Work request
Every line below that holds "BRTS" must be copied.

Extracted records
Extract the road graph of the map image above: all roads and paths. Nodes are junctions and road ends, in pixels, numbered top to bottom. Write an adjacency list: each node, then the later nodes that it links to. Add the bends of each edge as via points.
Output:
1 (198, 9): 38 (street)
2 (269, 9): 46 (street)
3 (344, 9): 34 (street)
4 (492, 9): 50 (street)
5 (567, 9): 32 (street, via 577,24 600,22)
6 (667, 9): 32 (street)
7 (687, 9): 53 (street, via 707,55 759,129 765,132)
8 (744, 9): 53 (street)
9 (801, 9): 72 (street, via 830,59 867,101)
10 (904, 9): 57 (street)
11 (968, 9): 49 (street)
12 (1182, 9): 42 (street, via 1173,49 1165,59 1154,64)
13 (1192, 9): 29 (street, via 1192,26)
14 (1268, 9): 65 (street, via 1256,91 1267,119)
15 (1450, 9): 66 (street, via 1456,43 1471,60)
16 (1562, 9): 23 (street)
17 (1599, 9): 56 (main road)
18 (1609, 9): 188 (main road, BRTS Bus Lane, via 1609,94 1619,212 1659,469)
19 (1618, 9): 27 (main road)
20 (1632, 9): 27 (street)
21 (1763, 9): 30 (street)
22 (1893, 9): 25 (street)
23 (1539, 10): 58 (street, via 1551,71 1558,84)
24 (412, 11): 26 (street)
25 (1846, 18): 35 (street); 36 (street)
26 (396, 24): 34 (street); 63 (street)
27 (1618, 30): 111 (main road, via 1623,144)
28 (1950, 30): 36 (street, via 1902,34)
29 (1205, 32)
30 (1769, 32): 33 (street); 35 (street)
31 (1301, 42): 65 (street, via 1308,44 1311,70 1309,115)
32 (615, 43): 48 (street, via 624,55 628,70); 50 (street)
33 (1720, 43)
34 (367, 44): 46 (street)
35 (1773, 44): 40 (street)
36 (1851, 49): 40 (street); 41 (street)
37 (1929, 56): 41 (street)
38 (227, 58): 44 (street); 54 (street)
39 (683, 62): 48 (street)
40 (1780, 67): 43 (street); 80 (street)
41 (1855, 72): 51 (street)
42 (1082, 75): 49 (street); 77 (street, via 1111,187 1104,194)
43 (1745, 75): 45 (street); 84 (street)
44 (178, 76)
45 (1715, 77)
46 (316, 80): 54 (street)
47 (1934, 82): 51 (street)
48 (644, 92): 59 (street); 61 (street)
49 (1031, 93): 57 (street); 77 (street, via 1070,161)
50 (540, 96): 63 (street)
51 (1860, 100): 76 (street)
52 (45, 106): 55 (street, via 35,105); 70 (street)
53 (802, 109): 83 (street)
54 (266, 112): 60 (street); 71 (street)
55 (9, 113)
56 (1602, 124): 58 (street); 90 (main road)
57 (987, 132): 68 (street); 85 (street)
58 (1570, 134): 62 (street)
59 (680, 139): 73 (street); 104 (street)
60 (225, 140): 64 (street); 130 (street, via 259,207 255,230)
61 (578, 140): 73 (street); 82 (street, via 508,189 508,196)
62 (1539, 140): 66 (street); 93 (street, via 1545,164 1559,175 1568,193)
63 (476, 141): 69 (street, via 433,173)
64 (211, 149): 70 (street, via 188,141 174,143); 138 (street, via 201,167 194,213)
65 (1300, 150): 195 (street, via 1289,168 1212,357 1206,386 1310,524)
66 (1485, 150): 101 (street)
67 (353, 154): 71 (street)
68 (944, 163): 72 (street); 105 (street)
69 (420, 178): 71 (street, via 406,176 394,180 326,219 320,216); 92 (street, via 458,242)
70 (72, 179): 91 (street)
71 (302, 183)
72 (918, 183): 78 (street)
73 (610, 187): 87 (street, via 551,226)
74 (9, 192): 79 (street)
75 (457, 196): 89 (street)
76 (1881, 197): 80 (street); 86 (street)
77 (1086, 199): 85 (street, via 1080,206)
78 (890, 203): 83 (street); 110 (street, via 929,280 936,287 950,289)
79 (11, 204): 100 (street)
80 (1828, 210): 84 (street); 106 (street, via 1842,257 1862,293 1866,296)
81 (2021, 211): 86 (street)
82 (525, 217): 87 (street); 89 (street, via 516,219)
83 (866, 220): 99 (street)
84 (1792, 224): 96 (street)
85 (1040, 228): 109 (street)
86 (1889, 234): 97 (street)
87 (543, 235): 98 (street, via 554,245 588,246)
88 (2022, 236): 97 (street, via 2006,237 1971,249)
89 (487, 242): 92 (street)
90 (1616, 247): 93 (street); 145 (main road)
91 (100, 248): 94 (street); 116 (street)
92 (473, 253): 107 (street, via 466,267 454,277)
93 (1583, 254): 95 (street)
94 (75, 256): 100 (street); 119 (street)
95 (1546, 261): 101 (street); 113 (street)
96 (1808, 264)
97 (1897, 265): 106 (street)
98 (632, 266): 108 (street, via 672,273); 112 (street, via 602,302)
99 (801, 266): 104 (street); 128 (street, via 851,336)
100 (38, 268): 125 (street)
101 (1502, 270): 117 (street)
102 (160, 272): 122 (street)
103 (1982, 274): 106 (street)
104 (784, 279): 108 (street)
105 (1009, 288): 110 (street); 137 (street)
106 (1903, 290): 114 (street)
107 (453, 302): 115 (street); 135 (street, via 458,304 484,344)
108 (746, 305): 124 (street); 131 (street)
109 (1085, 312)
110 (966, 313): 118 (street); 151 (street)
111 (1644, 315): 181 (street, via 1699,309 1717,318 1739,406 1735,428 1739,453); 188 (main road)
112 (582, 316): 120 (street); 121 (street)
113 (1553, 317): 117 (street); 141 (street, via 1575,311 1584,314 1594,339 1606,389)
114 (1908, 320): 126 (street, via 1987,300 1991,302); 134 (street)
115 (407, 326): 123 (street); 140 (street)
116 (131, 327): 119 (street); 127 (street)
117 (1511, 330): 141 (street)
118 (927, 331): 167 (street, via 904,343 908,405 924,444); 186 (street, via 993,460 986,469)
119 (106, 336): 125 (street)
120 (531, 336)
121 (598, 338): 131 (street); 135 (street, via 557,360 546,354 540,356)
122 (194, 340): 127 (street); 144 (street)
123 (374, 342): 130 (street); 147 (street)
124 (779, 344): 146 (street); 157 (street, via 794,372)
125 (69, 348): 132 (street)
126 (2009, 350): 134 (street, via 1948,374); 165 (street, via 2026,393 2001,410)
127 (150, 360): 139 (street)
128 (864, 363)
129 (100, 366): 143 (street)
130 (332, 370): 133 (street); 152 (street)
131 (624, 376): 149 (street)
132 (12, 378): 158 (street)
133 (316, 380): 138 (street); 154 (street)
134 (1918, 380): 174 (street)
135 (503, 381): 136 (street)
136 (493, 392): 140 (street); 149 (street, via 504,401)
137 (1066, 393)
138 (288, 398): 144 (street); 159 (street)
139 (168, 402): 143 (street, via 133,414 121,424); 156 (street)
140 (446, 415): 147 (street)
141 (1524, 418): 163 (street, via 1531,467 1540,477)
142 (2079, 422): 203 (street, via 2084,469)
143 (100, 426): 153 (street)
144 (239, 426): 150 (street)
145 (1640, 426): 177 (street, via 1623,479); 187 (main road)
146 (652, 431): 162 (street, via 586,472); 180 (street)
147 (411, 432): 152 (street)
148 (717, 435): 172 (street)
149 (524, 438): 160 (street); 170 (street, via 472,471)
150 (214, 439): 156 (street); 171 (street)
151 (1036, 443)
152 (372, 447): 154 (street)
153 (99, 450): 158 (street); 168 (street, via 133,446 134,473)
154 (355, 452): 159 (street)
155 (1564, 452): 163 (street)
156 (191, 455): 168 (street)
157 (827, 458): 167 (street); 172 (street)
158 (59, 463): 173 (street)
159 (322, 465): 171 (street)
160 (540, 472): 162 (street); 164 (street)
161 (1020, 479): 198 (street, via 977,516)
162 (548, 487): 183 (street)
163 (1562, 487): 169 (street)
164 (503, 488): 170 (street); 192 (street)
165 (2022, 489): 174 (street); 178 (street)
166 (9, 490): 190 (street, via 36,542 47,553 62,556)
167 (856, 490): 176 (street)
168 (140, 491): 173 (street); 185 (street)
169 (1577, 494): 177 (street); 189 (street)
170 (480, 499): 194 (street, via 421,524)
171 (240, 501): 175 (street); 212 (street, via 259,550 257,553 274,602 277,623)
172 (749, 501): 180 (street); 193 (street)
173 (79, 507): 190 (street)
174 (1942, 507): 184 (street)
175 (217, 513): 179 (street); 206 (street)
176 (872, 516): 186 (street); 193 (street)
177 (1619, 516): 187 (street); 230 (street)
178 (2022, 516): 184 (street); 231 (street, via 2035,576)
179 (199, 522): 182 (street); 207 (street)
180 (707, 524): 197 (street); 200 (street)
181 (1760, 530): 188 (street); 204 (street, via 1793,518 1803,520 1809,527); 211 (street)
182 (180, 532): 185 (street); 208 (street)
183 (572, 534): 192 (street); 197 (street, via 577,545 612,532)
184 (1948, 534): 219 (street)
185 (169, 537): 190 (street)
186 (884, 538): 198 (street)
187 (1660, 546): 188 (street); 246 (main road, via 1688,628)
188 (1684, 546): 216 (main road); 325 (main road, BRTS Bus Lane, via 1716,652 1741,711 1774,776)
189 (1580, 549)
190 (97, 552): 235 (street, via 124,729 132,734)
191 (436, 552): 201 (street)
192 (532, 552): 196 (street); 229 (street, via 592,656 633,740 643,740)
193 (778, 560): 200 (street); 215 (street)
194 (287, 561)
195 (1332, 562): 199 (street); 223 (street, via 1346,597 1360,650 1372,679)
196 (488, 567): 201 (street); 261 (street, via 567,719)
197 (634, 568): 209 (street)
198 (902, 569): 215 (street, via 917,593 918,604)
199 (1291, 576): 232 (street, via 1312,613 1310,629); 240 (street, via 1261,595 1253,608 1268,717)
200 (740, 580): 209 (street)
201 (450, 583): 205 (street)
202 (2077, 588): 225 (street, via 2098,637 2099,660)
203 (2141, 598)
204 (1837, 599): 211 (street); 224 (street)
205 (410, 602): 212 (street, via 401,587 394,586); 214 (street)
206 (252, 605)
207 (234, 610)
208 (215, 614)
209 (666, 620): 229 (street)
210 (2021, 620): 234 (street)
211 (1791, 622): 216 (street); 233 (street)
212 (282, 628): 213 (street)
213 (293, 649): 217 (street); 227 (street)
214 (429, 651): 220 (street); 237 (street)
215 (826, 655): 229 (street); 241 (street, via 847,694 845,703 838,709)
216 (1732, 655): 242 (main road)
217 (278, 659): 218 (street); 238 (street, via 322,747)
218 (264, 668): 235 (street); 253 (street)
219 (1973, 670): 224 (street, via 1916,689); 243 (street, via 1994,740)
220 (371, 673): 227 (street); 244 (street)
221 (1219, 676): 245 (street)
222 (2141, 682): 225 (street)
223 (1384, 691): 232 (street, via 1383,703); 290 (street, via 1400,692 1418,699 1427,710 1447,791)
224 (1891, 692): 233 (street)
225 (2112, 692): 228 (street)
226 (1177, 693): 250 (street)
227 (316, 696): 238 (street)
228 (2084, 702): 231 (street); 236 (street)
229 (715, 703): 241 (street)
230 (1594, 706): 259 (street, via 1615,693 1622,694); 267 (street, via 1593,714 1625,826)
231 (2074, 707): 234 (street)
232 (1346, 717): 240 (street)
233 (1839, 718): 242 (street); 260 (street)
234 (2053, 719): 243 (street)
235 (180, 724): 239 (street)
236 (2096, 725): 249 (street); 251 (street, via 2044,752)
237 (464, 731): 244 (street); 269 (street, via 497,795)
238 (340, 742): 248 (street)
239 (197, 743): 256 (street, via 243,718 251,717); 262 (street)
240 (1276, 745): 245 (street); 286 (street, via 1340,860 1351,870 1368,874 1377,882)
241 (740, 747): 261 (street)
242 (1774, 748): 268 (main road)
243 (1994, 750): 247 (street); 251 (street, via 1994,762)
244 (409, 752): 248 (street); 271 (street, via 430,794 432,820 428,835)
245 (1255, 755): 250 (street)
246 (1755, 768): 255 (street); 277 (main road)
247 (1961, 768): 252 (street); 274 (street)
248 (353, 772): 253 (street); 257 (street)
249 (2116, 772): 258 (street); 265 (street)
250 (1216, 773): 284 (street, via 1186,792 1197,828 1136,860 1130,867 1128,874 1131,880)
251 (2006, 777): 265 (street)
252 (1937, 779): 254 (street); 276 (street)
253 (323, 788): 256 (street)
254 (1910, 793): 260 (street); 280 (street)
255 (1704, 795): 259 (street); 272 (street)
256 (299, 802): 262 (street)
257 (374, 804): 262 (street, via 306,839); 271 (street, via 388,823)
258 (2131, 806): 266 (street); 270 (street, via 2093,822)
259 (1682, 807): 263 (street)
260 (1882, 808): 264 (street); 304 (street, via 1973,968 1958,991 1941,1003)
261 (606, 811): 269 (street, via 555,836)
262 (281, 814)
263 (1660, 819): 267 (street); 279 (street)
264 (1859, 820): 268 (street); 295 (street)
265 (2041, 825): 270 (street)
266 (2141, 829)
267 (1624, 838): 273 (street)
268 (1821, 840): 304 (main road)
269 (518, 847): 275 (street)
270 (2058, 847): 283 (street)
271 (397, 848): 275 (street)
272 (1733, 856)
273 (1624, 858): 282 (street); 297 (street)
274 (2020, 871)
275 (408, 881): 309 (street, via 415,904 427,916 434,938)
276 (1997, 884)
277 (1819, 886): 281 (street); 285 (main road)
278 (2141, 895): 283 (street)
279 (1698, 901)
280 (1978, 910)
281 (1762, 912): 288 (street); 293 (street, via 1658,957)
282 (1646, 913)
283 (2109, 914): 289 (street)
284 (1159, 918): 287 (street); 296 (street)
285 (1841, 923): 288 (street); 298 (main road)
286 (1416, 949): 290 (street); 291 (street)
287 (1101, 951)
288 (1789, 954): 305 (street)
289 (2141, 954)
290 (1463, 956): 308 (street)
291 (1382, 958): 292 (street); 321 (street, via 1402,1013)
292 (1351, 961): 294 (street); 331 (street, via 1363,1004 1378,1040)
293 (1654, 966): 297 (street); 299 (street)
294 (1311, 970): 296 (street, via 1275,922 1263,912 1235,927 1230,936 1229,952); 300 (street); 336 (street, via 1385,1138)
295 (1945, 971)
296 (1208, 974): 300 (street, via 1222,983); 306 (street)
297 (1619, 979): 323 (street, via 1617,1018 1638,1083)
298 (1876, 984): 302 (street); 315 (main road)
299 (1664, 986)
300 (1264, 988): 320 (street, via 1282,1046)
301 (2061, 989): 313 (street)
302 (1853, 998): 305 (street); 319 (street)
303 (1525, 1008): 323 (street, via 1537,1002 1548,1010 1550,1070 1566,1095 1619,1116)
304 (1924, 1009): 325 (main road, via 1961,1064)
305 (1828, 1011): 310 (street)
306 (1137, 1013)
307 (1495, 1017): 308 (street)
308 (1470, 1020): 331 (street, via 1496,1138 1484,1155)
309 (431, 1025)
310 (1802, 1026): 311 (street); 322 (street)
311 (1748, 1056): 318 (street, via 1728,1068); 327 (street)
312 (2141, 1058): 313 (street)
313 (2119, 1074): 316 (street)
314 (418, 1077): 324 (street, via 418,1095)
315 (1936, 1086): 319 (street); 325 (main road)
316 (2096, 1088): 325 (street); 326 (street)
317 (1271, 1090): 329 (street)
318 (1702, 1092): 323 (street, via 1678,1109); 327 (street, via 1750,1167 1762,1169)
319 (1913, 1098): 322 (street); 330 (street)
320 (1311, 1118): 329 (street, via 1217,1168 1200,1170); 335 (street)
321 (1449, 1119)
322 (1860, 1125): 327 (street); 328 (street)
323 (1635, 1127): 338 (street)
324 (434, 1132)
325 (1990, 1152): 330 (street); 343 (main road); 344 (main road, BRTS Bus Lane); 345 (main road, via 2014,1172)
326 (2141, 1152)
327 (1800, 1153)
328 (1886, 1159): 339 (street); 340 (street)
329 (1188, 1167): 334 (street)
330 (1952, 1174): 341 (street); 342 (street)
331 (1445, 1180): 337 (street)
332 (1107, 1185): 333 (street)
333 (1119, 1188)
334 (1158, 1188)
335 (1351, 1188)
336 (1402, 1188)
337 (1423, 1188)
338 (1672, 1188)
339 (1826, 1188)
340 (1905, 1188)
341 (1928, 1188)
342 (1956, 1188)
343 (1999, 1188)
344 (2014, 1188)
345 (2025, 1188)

Response
18 (1609, 9): 188 (main road, BRTS Bus Lane, via 1609,94 1619,212 1659,469)
188 (1684, 546): 216 (main road); 325 (main road, BRTS Bus Lane, via 1716,652 1741,711 1774,776)
325 (1990, 1152): 330 (street); 343 (main road); 344 (main road, BRTS Bus Lane); 345 (main road, via 2014,1172)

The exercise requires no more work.